At the start of the fall term, I invited students from five of
my ENC classes to take part in the group. I had an initial response
of about fifteen students. This number decreased to eleven given
the demands of the project.
The first session took place on September 27th; students completed
a leadership skills questionnaire. The following day students
did a three-hour training at Bill Baggs Cape Florida State Park
in order to lead the five Saturday sessions we were going to
have with the students participating in the service-learning
project. Each week we met for about an hour and a half, most
of the time we used the listening circles model to allow the
group to address issues related to working on the Cape Florida
project. Some of the group time was also spent doing oral presentations
related to the Skillful Means text.
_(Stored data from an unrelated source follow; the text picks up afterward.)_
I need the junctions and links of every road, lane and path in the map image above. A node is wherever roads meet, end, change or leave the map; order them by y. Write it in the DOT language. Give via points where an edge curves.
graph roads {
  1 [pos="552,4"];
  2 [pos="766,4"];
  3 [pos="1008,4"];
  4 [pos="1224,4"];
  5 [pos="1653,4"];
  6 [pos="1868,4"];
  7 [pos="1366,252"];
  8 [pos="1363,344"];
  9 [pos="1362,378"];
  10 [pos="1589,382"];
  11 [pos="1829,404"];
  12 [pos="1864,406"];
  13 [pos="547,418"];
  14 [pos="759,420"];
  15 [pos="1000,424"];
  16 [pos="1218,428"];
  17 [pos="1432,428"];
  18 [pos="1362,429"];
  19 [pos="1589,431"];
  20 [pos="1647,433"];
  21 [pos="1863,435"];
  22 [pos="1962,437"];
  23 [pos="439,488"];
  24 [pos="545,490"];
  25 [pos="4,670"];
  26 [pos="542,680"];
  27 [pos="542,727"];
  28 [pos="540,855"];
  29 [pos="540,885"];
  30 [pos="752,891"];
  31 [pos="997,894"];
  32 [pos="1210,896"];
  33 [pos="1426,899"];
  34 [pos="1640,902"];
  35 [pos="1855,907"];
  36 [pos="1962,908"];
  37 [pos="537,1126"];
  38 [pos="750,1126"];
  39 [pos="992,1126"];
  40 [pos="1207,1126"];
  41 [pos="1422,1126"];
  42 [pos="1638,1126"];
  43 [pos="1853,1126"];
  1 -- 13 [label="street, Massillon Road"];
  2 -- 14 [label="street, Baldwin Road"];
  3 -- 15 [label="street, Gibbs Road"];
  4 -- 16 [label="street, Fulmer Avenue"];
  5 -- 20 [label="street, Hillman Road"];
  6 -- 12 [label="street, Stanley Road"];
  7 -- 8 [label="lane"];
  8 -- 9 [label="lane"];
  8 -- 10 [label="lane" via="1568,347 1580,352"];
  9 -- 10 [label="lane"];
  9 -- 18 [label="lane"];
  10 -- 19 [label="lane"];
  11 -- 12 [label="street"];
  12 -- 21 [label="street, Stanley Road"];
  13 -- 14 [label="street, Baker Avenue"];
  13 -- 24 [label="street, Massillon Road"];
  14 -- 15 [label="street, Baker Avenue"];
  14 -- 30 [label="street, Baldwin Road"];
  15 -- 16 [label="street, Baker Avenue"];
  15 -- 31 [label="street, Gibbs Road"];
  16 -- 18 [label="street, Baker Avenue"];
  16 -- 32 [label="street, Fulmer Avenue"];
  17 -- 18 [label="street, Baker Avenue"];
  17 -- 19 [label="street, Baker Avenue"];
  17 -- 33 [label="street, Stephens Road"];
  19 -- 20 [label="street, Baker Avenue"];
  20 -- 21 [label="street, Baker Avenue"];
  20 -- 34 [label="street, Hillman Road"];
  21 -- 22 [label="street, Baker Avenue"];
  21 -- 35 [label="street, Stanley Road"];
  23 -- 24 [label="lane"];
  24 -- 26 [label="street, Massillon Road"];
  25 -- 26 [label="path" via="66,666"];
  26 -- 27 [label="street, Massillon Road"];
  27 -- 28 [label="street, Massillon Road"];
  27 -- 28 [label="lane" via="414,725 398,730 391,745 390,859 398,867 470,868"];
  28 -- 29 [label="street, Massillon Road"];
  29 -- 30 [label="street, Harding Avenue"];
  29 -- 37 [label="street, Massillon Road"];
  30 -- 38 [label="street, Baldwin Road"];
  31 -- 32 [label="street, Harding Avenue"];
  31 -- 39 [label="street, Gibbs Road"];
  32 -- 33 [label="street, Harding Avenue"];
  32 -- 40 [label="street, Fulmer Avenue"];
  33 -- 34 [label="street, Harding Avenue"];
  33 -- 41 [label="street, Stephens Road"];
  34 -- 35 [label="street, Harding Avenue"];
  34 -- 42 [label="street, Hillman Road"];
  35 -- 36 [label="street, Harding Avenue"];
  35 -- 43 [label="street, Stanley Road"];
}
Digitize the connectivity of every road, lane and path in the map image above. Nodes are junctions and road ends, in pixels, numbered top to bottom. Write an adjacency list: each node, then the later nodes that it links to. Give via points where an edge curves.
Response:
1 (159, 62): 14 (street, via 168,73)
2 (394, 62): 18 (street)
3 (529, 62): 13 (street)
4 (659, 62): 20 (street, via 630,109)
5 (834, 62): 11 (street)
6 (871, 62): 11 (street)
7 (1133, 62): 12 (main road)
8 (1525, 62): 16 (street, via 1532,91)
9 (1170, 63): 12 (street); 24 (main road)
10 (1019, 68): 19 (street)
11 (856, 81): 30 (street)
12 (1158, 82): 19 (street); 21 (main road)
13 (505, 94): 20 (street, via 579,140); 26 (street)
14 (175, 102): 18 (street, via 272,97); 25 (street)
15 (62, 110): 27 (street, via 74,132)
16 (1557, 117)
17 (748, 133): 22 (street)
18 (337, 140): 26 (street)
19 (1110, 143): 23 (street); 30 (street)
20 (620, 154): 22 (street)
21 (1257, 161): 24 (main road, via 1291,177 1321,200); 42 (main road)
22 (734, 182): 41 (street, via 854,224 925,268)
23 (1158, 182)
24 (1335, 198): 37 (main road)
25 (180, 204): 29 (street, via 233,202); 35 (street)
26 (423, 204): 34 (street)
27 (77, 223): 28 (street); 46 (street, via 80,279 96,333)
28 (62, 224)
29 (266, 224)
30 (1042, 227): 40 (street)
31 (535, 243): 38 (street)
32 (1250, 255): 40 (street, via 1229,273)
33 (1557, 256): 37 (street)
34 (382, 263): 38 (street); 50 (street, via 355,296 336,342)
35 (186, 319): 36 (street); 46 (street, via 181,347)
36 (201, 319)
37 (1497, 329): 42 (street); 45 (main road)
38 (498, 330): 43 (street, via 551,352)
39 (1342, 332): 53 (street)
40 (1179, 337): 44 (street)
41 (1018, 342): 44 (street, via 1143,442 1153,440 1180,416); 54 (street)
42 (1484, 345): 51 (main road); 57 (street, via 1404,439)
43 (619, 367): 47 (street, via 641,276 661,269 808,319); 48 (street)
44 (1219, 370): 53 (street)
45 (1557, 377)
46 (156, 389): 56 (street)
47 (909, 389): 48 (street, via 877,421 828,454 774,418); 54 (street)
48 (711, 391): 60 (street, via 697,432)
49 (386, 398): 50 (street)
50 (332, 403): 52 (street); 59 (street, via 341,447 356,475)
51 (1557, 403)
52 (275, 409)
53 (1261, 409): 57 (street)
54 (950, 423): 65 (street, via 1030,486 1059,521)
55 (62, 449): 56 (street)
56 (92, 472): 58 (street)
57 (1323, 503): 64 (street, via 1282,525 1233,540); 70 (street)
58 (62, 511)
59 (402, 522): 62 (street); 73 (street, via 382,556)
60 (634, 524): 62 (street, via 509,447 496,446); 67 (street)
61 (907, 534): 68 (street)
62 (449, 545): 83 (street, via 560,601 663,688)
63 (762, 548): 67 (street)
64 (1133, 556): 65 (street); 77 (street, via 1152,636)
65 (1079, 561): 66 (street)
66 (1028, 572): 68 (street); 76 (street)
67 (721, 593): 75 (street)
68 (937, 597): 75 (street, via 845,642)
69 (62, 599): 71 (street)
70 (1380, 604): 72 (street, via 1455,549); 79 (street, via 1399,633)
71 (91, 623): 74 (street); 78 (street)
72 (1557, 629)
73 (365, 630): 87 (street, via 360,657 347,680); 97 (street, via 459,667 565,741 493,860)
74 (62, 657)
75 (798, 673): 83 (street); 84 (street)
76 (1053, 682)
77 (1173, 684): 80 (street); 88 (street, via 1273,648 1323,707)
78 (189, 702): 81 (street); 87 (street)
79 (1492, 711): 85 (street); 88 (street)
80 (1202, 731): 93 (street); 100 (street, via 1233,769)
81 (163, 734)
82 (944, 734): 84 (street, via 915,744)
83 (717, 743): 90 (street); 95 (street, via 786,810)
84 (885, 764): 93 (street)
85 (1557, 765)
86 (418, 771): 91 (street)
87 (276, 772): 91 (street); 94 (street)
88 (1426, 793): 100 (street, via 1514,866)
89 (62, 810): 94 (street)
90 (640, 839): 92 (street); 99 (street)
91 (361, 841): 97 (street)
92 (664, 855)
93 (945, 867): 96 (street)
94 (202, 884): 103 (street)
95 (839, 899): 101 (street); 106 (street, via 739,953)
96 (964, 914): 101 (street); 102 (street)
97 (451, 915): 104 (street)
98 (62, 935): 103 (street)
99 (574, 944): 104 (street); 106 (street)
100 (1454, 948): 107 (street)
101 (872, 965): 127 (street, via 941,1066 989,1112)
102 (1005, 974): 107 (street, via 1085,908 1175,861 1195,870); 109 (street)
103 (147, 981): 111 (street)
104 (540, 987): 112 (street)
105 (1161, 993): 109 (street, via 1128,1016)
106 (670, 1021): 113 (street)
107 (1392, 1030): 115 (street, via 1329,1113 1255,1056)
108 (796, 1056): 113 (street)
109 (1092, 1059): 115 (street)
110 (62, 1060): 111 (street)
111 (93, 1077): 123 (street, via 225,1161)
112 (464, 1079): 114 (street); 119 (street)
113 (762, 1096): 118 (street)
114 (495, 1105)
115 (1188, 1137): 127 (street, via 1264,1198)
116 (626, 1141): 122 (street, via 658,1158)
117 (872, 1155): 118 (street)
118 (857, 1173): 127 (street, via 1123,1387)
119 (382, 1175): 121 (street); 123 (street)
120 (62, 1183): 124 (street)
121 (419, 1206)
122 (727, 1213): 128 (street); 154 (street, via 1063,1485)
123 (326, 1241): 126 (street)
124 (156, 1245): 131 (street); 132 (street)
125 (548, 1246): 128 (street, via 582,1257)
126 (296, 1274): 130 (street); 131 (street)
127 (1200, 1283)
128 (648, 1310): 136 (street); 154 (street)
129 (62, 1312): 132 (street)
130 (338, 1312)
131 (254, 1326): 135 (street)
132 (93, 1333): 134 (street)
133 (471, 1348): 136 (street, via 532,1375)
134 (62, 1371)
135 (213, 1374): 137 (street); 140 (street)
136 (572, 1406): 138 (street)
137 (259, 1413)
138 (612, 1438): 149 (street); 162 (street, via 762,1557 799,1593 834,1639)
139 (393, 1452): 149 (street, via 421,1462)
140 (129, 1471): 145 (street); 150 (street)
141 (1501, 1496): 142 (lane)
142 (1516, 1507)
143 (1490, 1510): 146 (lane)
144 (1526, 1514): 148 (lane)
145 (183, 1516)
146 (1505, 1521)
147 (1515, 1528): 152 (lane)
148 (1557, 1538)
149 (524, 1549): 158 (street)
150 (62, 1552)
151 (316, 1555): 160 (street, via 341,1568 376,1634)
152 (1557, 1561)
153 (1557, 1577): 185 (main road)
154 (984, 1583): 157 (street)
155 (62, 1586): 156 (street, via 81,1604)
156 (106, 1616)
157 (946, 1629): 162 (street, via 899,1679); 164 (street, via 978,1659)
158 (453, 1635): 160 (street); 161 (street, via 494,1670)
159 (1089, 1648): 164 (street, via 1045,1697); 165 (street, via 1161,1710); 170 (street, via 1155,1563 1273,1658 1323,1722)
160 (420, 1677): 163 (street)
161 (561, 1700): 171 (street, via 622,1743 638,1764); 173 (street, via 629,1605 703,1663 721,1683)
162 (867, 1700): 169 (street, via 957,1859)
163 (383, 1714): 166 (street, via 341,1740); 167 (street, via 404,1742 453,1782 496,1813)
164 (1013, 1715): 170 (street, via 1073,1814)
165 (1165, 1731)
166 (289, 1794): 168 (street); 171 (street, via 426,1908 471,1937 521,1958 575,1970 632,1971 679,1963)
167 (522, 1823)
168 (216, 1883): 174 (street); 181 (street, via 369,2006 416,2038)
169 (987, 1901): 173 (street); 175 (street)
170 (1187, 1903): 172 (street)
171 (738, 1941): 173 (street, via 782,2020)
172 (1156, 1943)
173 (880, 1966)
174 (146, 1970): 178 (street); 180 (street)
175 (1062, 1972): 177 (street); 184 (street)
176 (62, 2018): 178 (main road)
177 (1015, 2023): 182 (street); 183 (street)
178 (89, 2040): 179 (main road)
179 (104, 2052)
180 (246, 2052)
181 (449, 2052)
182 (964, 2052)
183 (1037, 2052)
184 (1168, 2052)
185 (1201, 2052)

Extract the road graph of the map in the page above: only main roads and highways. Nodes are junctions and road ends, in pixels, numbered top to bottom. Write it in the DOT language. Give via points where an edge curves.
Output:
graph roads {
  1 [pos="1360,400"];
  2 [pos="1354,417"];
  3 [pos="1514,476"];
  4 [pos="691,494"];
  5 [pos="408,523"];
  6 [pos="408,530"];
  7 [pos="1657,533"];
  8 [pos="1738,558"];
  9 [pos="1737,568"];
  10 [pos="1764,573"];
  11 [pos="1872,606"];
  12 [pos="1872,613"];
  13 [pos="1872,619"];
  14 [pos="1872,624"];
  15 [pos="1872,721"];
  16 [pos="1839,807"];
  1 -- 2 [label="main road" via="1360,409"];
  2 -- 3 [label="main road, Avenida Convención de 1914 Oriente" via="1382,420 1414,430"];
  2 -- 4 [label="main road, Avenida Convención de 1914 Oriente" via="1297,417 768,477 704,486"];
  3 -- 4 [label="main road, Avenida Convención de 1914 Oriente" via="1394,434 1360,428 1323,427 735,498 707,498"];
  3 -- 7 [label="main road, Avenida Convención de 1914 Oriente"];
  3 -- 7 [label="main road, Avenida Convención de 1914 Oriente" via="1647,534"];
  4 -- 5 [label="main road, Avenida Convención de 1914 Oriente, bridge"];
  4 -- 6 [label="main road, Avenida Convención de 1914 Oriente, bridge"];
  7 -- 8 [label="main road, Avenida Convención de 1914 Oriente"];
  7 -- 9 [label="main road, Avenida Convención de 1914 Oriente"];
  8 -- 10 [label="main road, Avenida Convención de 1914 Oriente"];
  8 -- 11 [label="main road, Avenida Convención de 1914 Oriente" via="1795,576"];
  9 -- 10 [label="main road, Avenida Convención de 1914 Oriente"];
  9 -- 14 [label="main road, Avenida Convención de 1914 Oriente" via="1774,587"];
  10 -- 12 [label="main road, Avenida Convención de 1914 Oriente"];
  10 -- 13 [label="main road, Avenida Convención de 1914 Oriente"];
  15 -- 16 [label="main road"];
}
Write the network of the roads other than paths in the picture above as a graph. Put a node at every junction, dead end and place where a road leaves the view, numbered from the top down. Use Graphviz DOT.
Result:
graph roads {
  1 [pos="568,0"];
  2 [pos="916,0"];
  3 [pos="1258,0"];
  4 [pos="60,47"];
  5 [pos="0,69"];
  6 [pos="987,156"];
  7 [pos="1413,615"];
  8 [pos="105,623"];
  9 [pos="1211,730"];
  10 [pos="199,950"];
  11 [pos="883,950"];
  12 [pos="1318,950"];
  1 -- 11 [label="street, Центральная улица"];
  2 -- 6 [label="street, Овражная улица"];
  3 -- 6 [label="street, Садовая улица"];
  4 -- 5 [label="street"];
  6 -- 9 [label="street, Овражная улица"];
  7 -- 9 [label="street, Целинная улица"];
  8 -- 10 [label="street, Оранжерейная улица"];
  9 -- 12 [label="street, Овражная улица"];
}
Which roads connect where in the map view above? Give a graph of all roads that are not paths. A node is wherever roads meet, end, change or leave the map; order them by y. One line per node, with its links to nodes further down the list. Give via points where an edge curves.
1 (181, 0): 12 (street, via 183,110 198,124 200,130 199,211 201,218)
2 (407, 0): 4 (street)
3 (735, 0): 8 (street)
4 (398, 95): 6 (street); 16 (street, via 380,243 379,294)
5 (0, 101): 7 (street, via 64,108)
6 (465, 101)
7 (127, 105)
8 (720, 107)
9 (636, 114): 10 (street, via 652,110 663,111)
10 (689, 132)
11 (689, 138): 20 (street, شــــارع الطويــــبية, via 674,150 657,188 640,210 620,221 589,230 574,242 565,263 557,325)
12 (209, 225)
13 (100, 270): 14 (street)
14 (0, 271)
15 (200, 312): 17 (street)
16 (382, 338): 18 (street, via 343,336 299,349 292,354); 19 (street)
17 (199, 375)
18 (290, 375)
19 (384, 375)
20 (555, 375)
We met twelve times during
the semester with the last session taking place at my house over
The success of the project is comprehensive. From a class retention
perspective, 100% of all the students who participated passed
my ENC 1101 course. Ninety-one percent passed with a B or higher.
Five out of the eleven students (46%) were first semester college
students. At the end of the term all five had a B or higher GPA.
The lowest GPA for this group was a 2.66. For the other students
who had enrolled at the college prior to the fall 2002-1 term,
their GPA's improved. Many of the students had problematic academic
histories; many showed a long history of failure; the 2002-1
semester seemed to mark a new beginning for this group. I will
look again at their records at the end of this current semester
to look for progress.
On an affective level, the project was tremendously successful.
By the end of the term, everyone who participated got a taste
of community. Students enjoyed themselves and the learning process.
I noticed a significant shift in how students communicated with
me and one another. They were a lot more assertive and powerful.
Dinner at my house was a highlight for all of us. It was an experience
that I will not forget and will continue to invite to happen.